En Casa Real insisten en que no existe impedimento alguno para que el Emérito pueda regresar a España.

«La decisión de volver a España recae únicamente en el Rey Juan Carlos», afirman con firmeza desde Zarzuela ante la propuesta de Alberto Núñez Feijóo, quien esta mañana publicó en su cuenta de X (antiguo Twitter) su deseo de que el monarca retornara al país.
«La desclasificación de los documentos del 23-F debería servir para que los españoles reencontraran la reconciliación con quien detuvo el golpe de Estado. Considero que sería positivo que el Rey Emérito regresara a España.

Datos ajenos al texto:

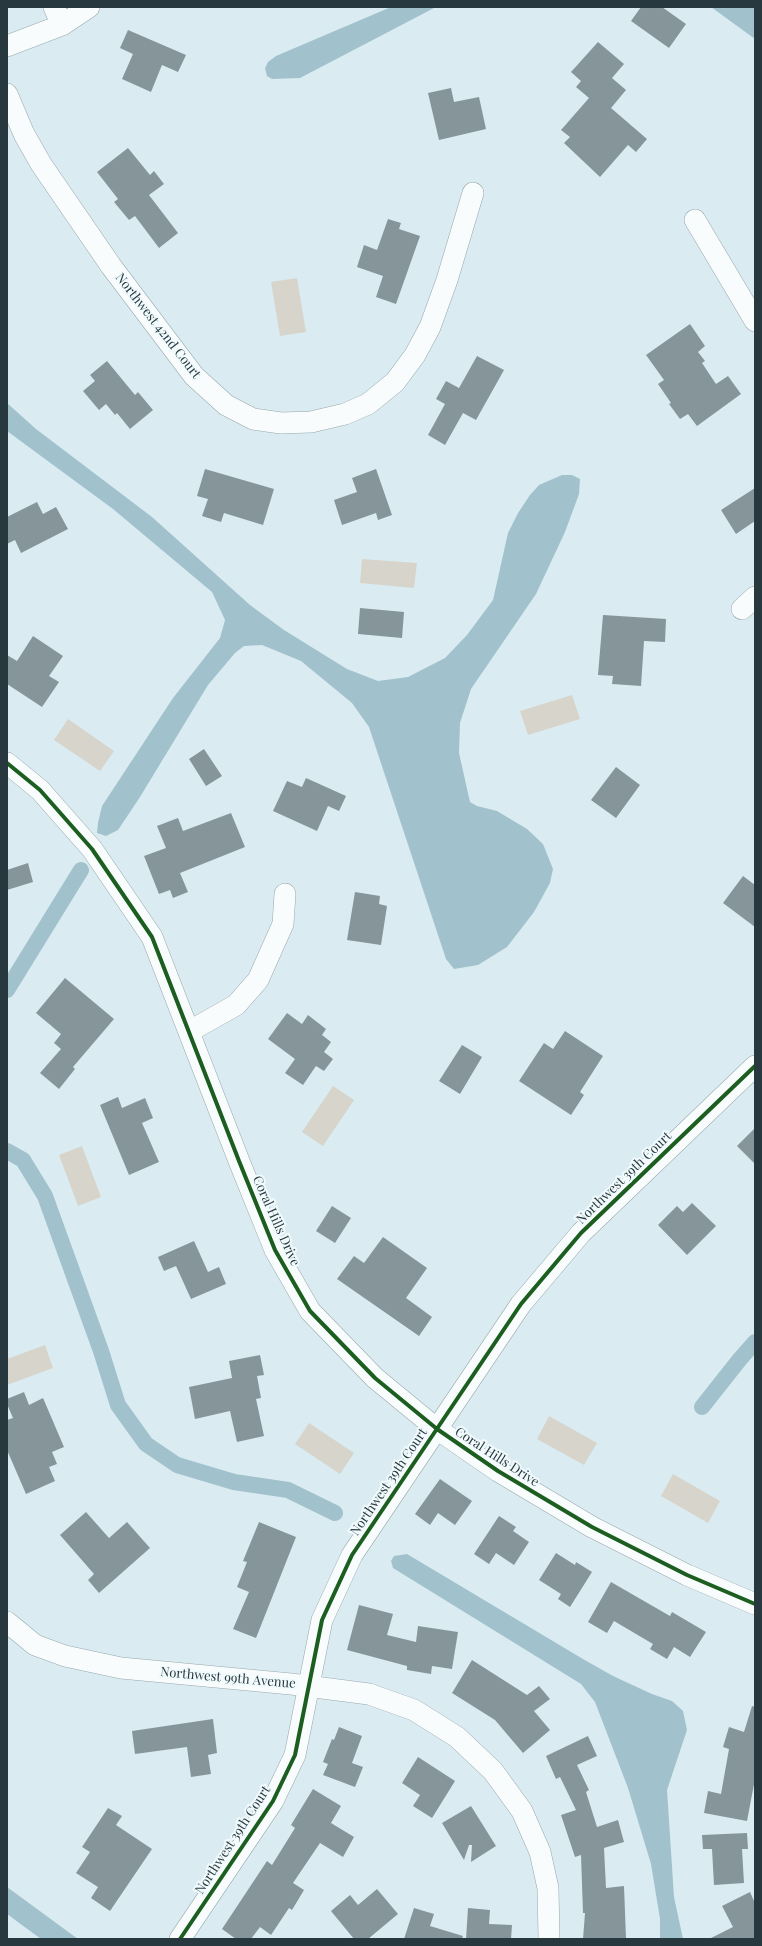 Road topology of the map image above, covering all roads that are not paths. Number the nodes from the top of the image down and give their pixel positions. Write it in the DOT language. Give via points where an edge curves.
graph roads {
  1 [pos="89,7"];
  2 [pos="58,16"];
  3 [pos="7,46"];
  4 [pos="7,94"];
  5 [pos="473,193"];
  6 [pos="695,220"];
  7 [pos="755,321"];
  8 [pos="7,763"];
  9 [pos="285,894"];
  10 [pos="190,1031"];
  11 [pos="755,1066"];
  12 [pos="437,1429"];
  13 [pos="755,1604"];
  14 [pos="7,1622"];
  15 [pos="308,1686"];
  16 [pos="180,1939"];
  17 [pos="549,1939"];
  1 -- 2 [label="street"];
  2 -- 3 [label="street"];
  4 -- 5 [label="street, Northwest 42nd Court" via="24,134 41,164 111,266 194,376 226,405 253,418 280,423 311,422 345,414 368,404 395,382 415,355 430,327"];
  6 -- 7 [label="street"];
  8 -- 10 [label="street, Coral Hills Drive" via="40,790 92,849 144,924 152,937"];
  9 -- 10 [label="street" via="283,924 258,980 236,1005"];
  10 -- 12 [label="street, Coral Hills Drive" via="276,1250 310,1311 375,1378"];
  11 -- 12 [label="street, Northwest 39th Court" via="581,1233 521,1304"];
  12 -- 13 [label="street, Coral Hills Drive" via="498,1471 592,1527 687,1575"];
  12 -- 15 [label="street, Northwest 39th Court" via="352,1555 322,1620"];
  14 -- 15 [label="street, Northwest 99th Avenue" via="35,1645 65,1656 120,1668"];
  15 -- 16 [label="street, Northwest 39th Court" via="295,1755 273,1801"];
  15 -- 17 [label="street, Northwest 99th Avenue" via="369,1694 414,1710 457,1737 493,1770 522,1811 540,1852 548,1888"];
} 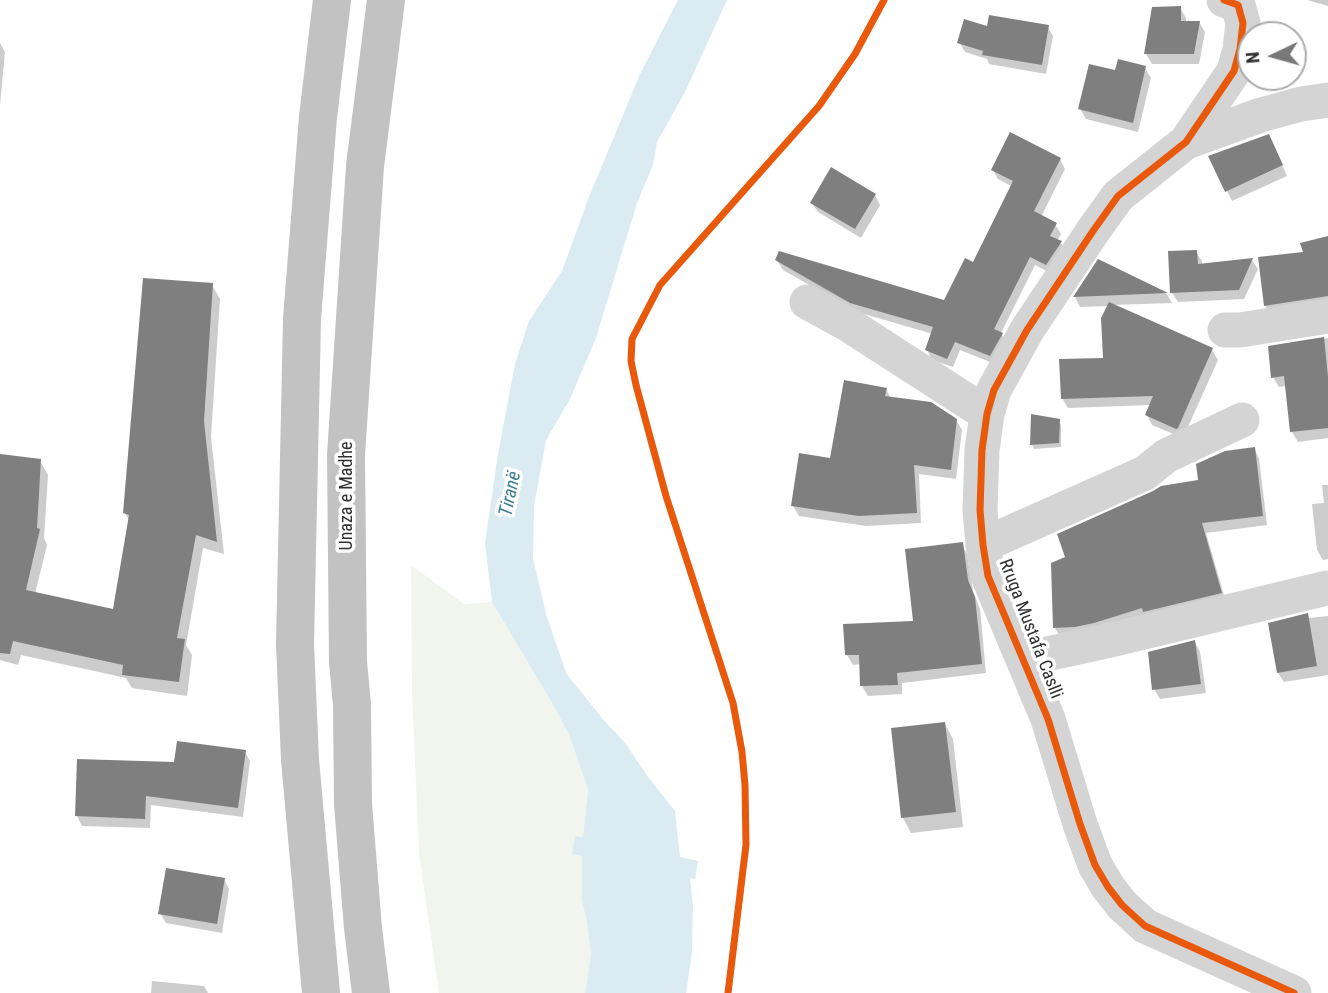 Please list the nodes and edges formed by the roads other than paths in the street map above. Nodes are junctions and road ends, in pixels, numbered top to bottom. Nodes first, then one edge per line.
1 (332, 0) edge
2 (386, 0) edge
3 (1224, 0) edge
4 (1328, 100) edge
5 (1186, 142) junction
6 (807, 302) dead end
7 (1328, 316) edge
8 (1225, 330) dead end
9 (987, 414) junction
10 (1242, 420) dead end
11 (983, 545) junction
12 (1327, 588) edge
13 (1024, 659) junction
14 (352, 705) junction
15 (300, 760) junction
16 (296, 993) edge
17 (321, 993) edge
18 (371, 993) edge
19 (394, 993) edge
20 (1294, 993) edge

1 - 15 highway
2 - 14 highway, Unaza e Madhe
3 - 5 street, Rruga Mustafa Caslli
4 - 5 street, Rruga Mustafa Caslli
5 - 9 street, Rruga Mustafa Caslli
6 - 9 street
7 - 8 street
9 - 11 street, Rruga Mustafa Caslli
10 - 11 street, Rruga Mustafa Caslli
11 - 13 street, Rruga Mustafa Caslli
12 - 13 street, Rruga Mustafa Caslli
13 - 20 street, Rruga Mustafa Caslli
14 - 18 highway, Unaza e Madhe
14 - 19 highway
15 - 16 highway
15 - 17 highway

Él mismo ha admitido errores incontrovertibles en su trayectoria, pero aquel que ayudó a mantener la democracia y las libertades en un momento crucial debería pasar su última etapa con dignidad y en su nación», expresó en sus redes sociales tras informar a Zarzuela sobre esta iniciativa.
No obstante, la rehabilitación de Juan Carlos I tras la desclasificación de los documentos del golpe de Estado del 23-F y la propuesta para su retorno a España parece tener poco futuro. El propio ministro de la Presidencia, Félix Bolaños, abordó este tema. Reafirmó que el Gobierno «nunca le ha impedido» al padre de Felipe VI volver, y «jamás le ha prohibido la entrada a España».
«De hecho, acude a España cuando él mismo lo decide», subrayó. «La decisión sobre su regreso corresponde exclusivamente al rey emérito y, en su caso, a la Casa Real. En ningún momento es competencia ni del Gobierno ni, mucho menos, del jefe de la oposición», señaló, coincidiendo con la postura que Zarzuela transmitió después a este medio.
Juan Carlos I planifica volver a España dentro de dos semanas para participar en las regatas del Real Club Náutico de Sanxenxo con el inicio de la temporada. Como de costumbre, llegará en un avión privado y se alojará en la residencia de Pedro Campos. Es residente fiscal en Abu Dhabi desde hace cinco años, donde disfruta de condiciones tributarias más favorables que las españolas. Si optase por establecer su residencia en España —algo que puede hacer en cualquier momento, ya que conserva su ciudadanía española y pasaporte— tendría que cumplir los requisitos fiscales aplicables a todos los residentes nacionales.
En 2021, el Ministerio de Hacienda inició una inspección para examinar si el Rey Juan Carlos había declarado y tributado por los «pagos en especie» que representaban los vuelos privados que utilizaba desde su retiro en 2019. De regresar a España, debería declarar cada vez que usara un vuelo de la compañía VistaJet, que habitualmente emplea para viajar desde Abu Dhabi. Don Juan Carlos ha preferido continuar residiendo en el Golfo, donde dispone de una vivienda adaptada a su movilidad en la isla de Nurai. Para ser residente fiscal allí, debe pasar 183 días al año en el emirato.
A pesar de su situación de aislamiento, Don Juan Carlos goza de toda clase de atenciones y servicios gracias a la solidaridad de los jeques, con quienes mantiene una relación cercana y fraternal.
Además de la cuestión tributaria, existe otro obstáculo que Juan Carlos I no desea ceder: el lugar donde alojarse. El Emérito redactó una carta en la que estableció que organizaría su vida «en ámbitos de carácter privado para conservar la máxima privacidad posible». Es cierto que su marcha de Madrid en agosto de 2020 fue tan repentina que «en Zarzuela aún conserva numerosos objetos personales, como ropa y su colección de escopetas», comenta una persona cercana.
Sin embargo, Don Juan Carlos no quiere vivir en España si no puede hacerlo en Zarzuela, residencia que habitó durante décadas y que abandonó al trasladarse a Abu Dhabi. Aunque en sus memorias indica que educó a sus hijos en la idea de que aquel antiguo pabellón de caza no era propiedad familiar, ahora ese es el principal obstáculo para su regreso, dejando de lado el aspecto económico, que representa el mayor impedimento que prefiere evitar.
En Abu Dhabi, Juan Carlos I enfrenta la soledad acompañado. Su nieto Felipe de Marichalar reside cerca y lo visita con frecuencia. También está su amigo Abdul Rahman el Assir, que prácticamente pasa todos los días a su lado. Además, recibe visitas frecuentes de diversas personas de España. Una de las últimas que estuvo el mes pasado reveló a EL MUNDO que «está mal asesorado» por movimientos como la publicación de sus memorias, los cuales complican aún más la situación. «Se justifica diciendo que necesita ‘monetizar su legado’ para explicar el libro y la próxima serie de Netflix». Su necesidad de liquidez, según fuentes consultadas, responde a la pérdida de 65 millones entregados a Corinna. Aunque intentó iniciar un proceso para denunciarlos y recuperarlos, por ahora el asunto judicial está estancado.